Whenever a line in this data holds the word "Cheswick", report that line in full.

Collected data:
- - - - -
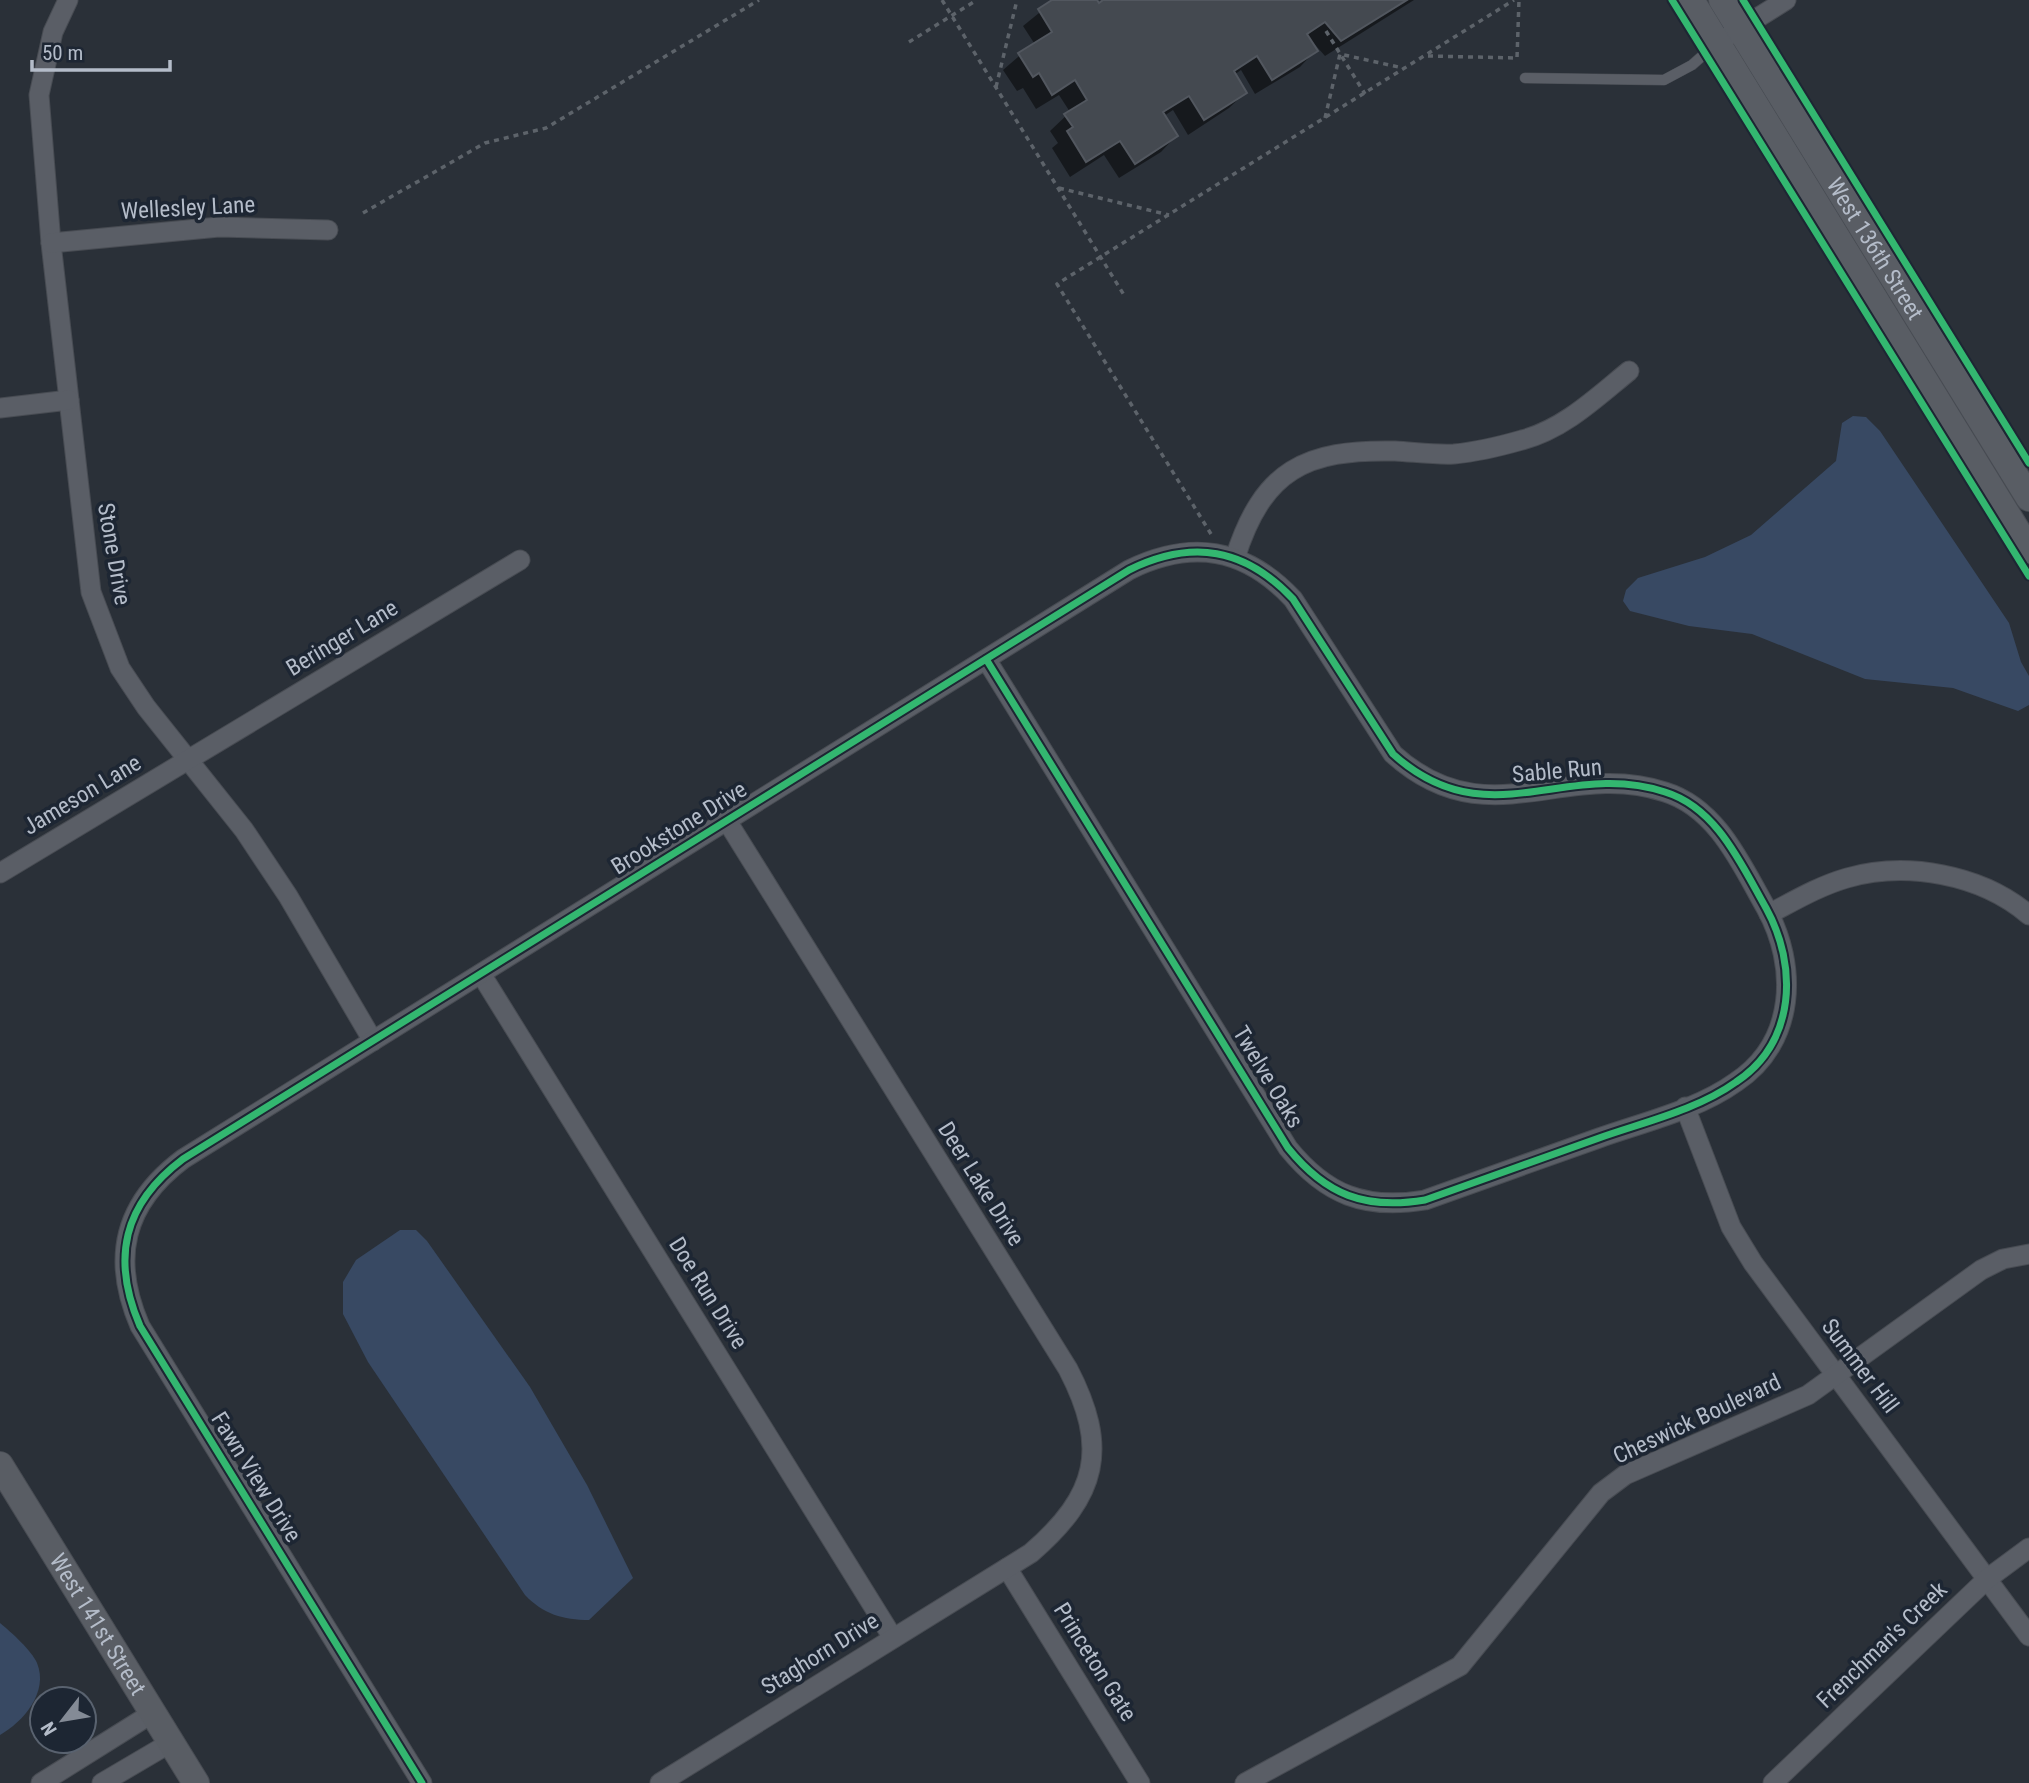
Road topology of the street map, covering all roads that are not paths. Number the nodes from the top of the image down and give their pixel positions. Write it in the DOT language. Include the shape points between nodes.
graph roads {
  1 [pos="68,0"];
  2 [pos="1691,0"];
  3 [pos="1722,0"];
  4 [pos="1786,0"];
  5 [pos="1740,29"];
  6 [pos="1717,43"];
  7 [pos="1525,78"];
  8 [pos="328,230"];
  9 [pos="51,243"];
  10 [pos="1629,371"];
  11 [pos="69,400"];
  12 [pos="0,408"];
  13 [pos="2029,498"];
  14 [pos="2029,550"];
  15 [pos="1236,552"];
  16 [pos="520,560"];
  17 [pos="986,659"];
  18 [pos="190,759"];
  19 [pos="727,821"];
  20 [pos="0,873"];
  21 [pos="1769,914"];
  22 [pos="2029,915"];
  23 [pos="481,974"];
  24 [pos="373,1041"];
  25 [pos="1685,1107"];
  26 [pos="158,1180"];
  27 [pos="2029,1254"];
  28 [pos="1836,1376"];
  29 [pos="0,1465"];
  30 [pos="2029,1548"];
  31 [pos="1007,1568"];
  32 [pos="1987,1579"];
  33 [pos="2029,1636"];
  34 [pos="893,1638"];
  35 [pos="151,1714"];
  36 [pos="170,1743"];
  37 [pos="41,1783"];
  38 [pos="102,1783"];
  39 [pos="196,1783"];
  40 [pos="422,1783"];
  41 [pos="660,1783"];
  42 [pos="1140,1783"];
  43 [pos="1245,1783"];
  44 [pos="1773,1783"];
  1 -- 9 [label="street, Stone Drive" via="53,32 39,95"];
  2 -- 6 [label="street, West 136th Street"];
  3 -- 5 [label="street, West 136th Street"];
  4 -- 5 [label="street"];
  5 -- 6 [label="street"];
  5 -- 13 [label="street, West 136th Street"];
  6 -- 7 [label="lane" via="1692,65 1664,80"];
  6 -- 14 [label="street, West 136th Street"];
  8 -- 9 [label="street, Wellesley Lane" via="219,227"];
  9 -- 11 [label="street, Stone Drive"];
  10 -- 15 [label="street" via="1568,420 1525,440 1454,454 1359,451 1306,462 1287,472 1262,498"];
  11 -- 12 [label="street"];
  11 -- 18 [label="street, Stone Drive" via="91,592 99,617 120,668"];
  15 -- 17 [label="street, Brookstone Drive" via="1188,551 1148,561"];
  15 -- 21 [label="street, Sable Run" via="1293,599 1393,754 1414,773 1466,794 1508,796 1625,784 1668,792 1712,821"];
  16 -- 18 [label="street, Beringer Lane"];
  17 -- 19 [label="street, Brookstone Drive"];
  17 -- 25 [label="street, Twelve Oaks" via="1288,1148 1307,1172 1328,1186 1373,1202 1425,1200"];
  18 -- 20 [label="street, Jameson Lane"];
  18 -- 24 [label="street, Stone Drive" via="288,896"];
  19 -- 23 [label="street, Brookstone Drive"];
  19 -- 31 [label="street, Deer Lake Drive" via="1082,1395 1091,1437 1091,1463 1084,1488 1061,1526"];
  21 -- 22 [label="street" via="1825,886 1881,871 1928,872 1979,885"];
  21 -- 25 [label="street, Sable Run" via="1786,957 1787,1005 1780,1029 1753,1068 1737,1082"];
  23 -- 24 [label="street, Brookstone Drive"];
  23 -- 34 [label="street, Doe Run Drive"];
  24 -- 26 [label="street, Brookstone Drive" via="183,1159"];
  25 -- 28 [label="street, Summer Hill" via="1731,1227"];
  26 -- 40 [label="street, Fawn View Drive" via="141,1202 124,1246 129,1301"];
  27 -- 28 [label="street, Cheswick Boulevard" via="1981,1270"];
  28 -- 32 [label="street, Summer Hill"];
  28 -- 43 [label="street, Cheswick Boulevard" via="1772,1413 1625,1475 1601,1493 1460,1666"];
  29 -- 35 [label="street, West 141st Street"];
  30 -- 32 [label="street, Frenchman's Creek"];
  31 -- 34 [label="street, Staghorn Drive"];
  31 -- 42 [label="street, Princeton Gate"];
  32 -- 33 [label="street, Summer Hill"];
  32 -- 44 [label="street, Frenchman's Creek"];
  34 -- 41 [label="street, Staghorn Drive"];
  35 -- 36 [label="street, West 141st Street"];
  35 -- 37 [label="street"];
  36 -- 38 [label="street"];
  36 -- 39 [label="street, West 141st Street"];
}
- - - - -
Answer:
  27 -- 28 [label="street, Cheswick Boulevard" via="1981,1270"];
  28 -- 43 [label="street, Cheswick Boulevard" via="1772,1413 1625,1475 1601,1493 1460,1666"];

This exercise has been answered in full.